The modern Japanese writing system is a combination of two character types: logographic kanji, which are adopted Chinese characters, and syllabic kana. Kana itself consists of a pair of syllabaries: hiragana, used for native or naturalised Japanese words and grammatical elements, and katakana, used for foreign words and names, loanwords, onomatopoeia, scientific names, and sometimes for emphasis. Almost all Japanese sentences contain a mixture of kanji and kana. Because of this mixture of scripts, in addition to a large inventory of kanji characters, the Japanese writing system is often considered to be the most complicated in use anywhere in the world.〔(Advances in Psychology Research ). Google Books. Books.google.co.uk. Retrieved on 2013-08-24.〕〔(Learning Japanese in the Network Society ). Google Books. Books.google.co.uk. Retrieved on 2013-08-24.〕
Several thousand kanji characters are in regular use.

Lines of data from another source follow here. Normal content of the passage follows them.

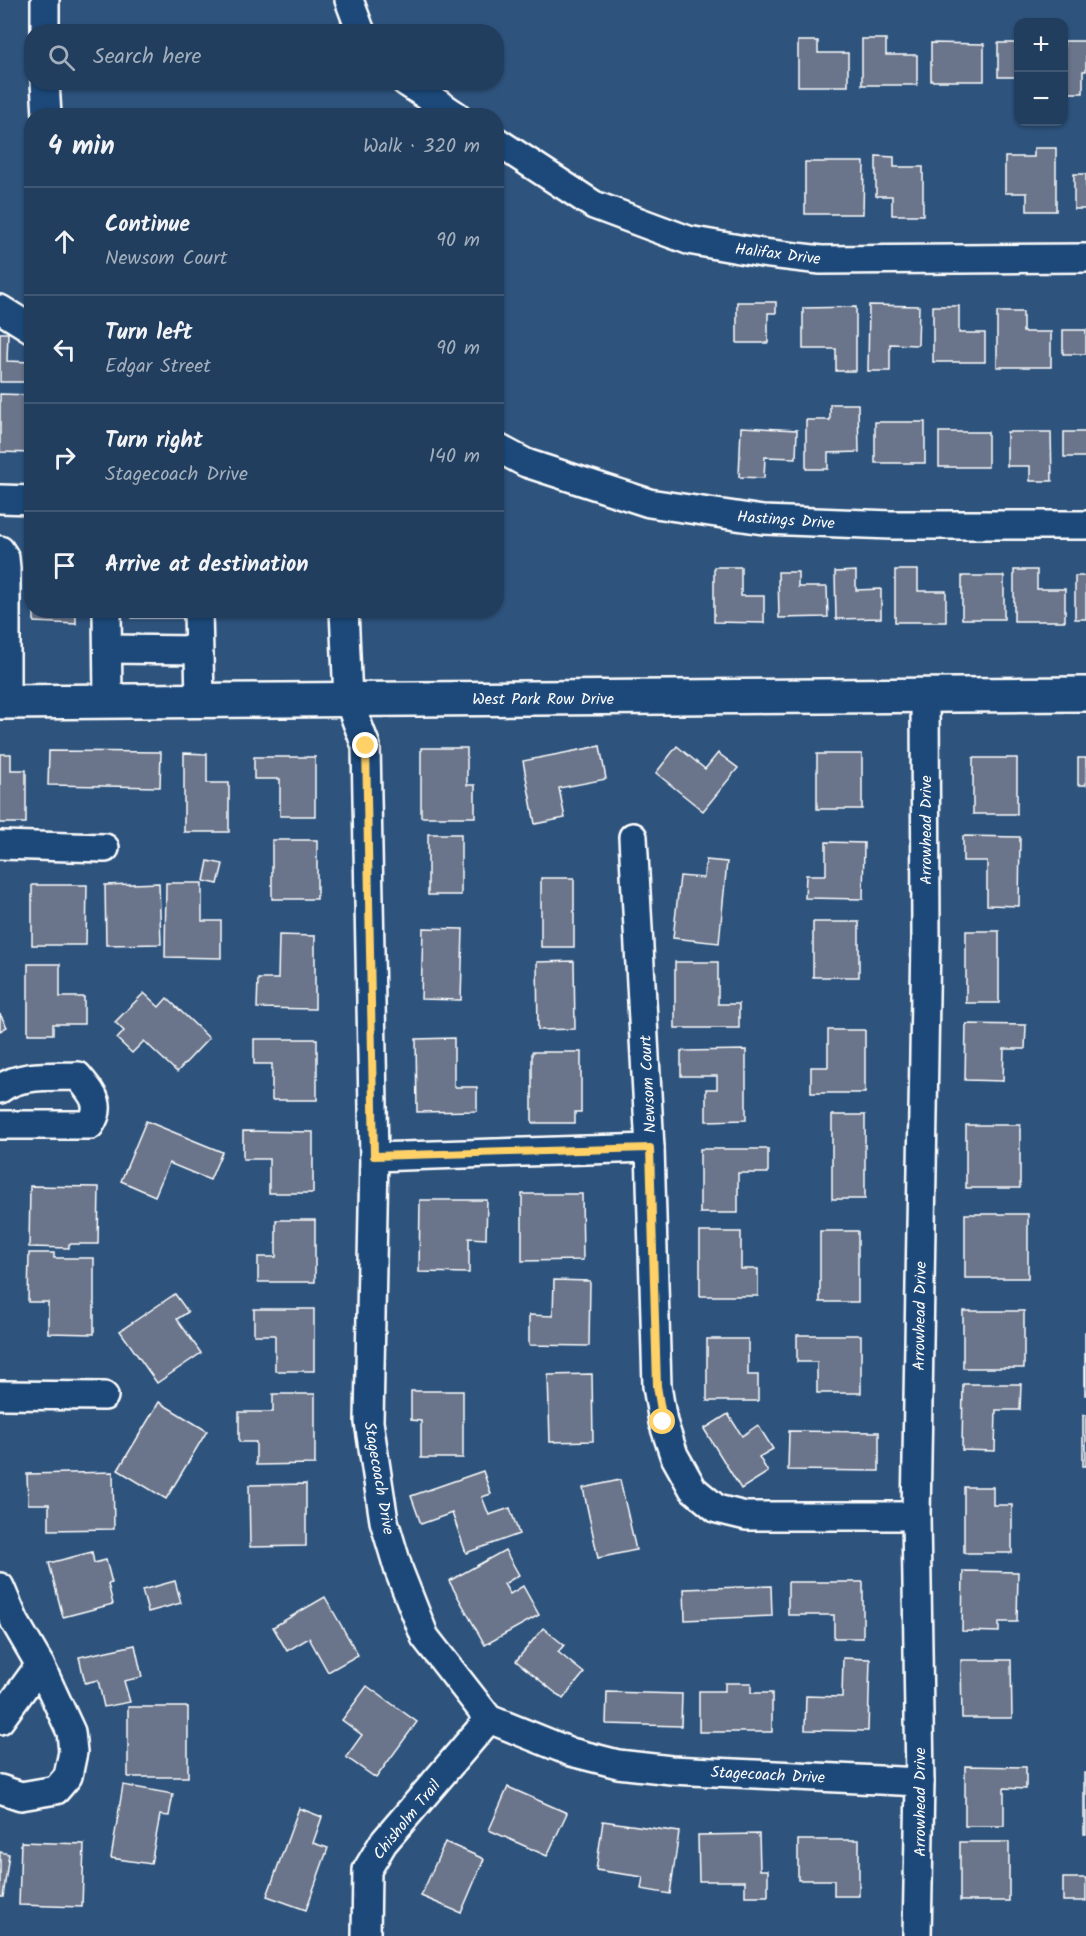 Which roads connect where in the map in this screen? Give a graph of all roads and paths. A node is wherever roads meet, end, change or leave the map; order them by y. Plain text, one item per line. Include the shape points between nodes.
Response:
1 (45, 0) edge
2 (349, 0) edge
3 (45, 24) edge
4 (358, 24) edge
5 (45, 90) edge
6 (418, 90) edge
7 (47, 108) edge
8 (445, 108) edge
9 (504, 146) edge
10 (1086, 258) edge
11 (0, 309) edge
12 (24, 324) edge
13 (504, 451) edge
14 (0, 499) edge
15 (24, 500) edge
16 (1086, 525) edge
17 (0, 550) edge
18 (107, 618) edge
19 (198, 618) edge
20 (344, 618) edge
21 (3, 634) edge
22 (108, 650) junction
23 (198, 650) junction
24 (1086, 694) edge
25 (925, 695) junction
26 (348, 699) junction
27 (200, 700) junction
28 (108, 701) junction
29 (3, 702) edge
30 (633, 837) dead end
31 (0, 845) edge
32 (105, 848) dead end
33 (0, 1089) edge
34 (0, 1125) edge
35 (650, 1148) junction
36 (374, 1156) junction
37 (0, 1395) edge
38 (104, 1396) dead end
39 (916, 1516) junction
40 (0, 1587) edge
41 (40, 1665) junction
42 (489, 1719) junction
43 (0, 1720) edge
44 (920, 1782) junction
45 (0, 1789) edge
46 (366, 1936) edge
47 (917, 1936) edge

1 - 3 street
2 - 4 street
5 - 7 street
6 - 8 street
9 - 10 street, Halifax Drive via 594,205 688,240 821,260
11 - 12 street
13 - 16 street, Hastings Drive via 526,463 649,503 763,520 891,525
14 - 15 street
17 - 21 street via 6,568
18 - 22 street
19 - 23 street
20 - 26 street, Stagecoach Drive
21 - 29 street
22 - 23 street
22 - 28 street
23 - 27 street
24 - 25 main road, West Park Row Drive
25 - 26 main road, West Park Row Drive
25 - 39 street, Arrowhead Drive via 926,938
26 - 27 main road, West Park Row Drive
26 - 36 street, Stagecoach Drive via 366,746
27 - 28 main road, West Park Row Drive
28 - 29 main road, West Park Row Drive
30 - 35 street, Newsom Court
31 - 32 street
33 - 34 street via 22,1079 78,1076 95,1097 97,1115 90,1125
35 - 36 street
35 - 39 street, Newsom Court via 657,1386 666,1433 693,1489 717,1509 746,1516
36 - 42 street, Stagecoach Drive via 369,1422 384,1521 424,1637
37 - 38 street
39 - 44 street, Arrowhead Drive
40 - 41 street
41 - 43 street
41 - 45 street via 71,1732 73,1752 68,1776 56,1790 21,1796
42 - 44 street, Stagecoach Drive via 571,1752 618,1764
42 - 46 street, Chisholm Trail via 383,1843 367,1870
44 - 47 street, Arrowhead Drive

Each has an intrinsic meaning (or range of meanings), and most have more than one pronunciation, the choice of which depends on context. In modern Japanese, the hiragana and katakana syllabaries each contain 46 basic characters, or 71 including diacritics. With one or two minor exceptions, each different sound in the Japanese language (that is, each different syllable, strictly each mora) corresponds to one character in each syllabary. Unlike kanji, these characters intrinsically represent sounds only; they convey meaning only as part of words. Hiragana and katakana characters also originally derive from Chinese characters, but have been simplified and modified to such an extent that their origins are no longer obvious. While the written forms of the kana characters are Chinese in origin, the principle of the syllabic script itself is thought to have been borrowed from the Indian Sanskritic Siddham script.
To a lesser extent, modern written Japanese also uses acronyms from the Latin alphabet, for example in terms such as "BC/AD", "a.m./p.m.", "FBI", and "CD". Romanized Japanese, called ''rōmaji'', is most frequently used by foreign students of Japanese who have not yet mastered the three main scripts, and by native speakers for computer input.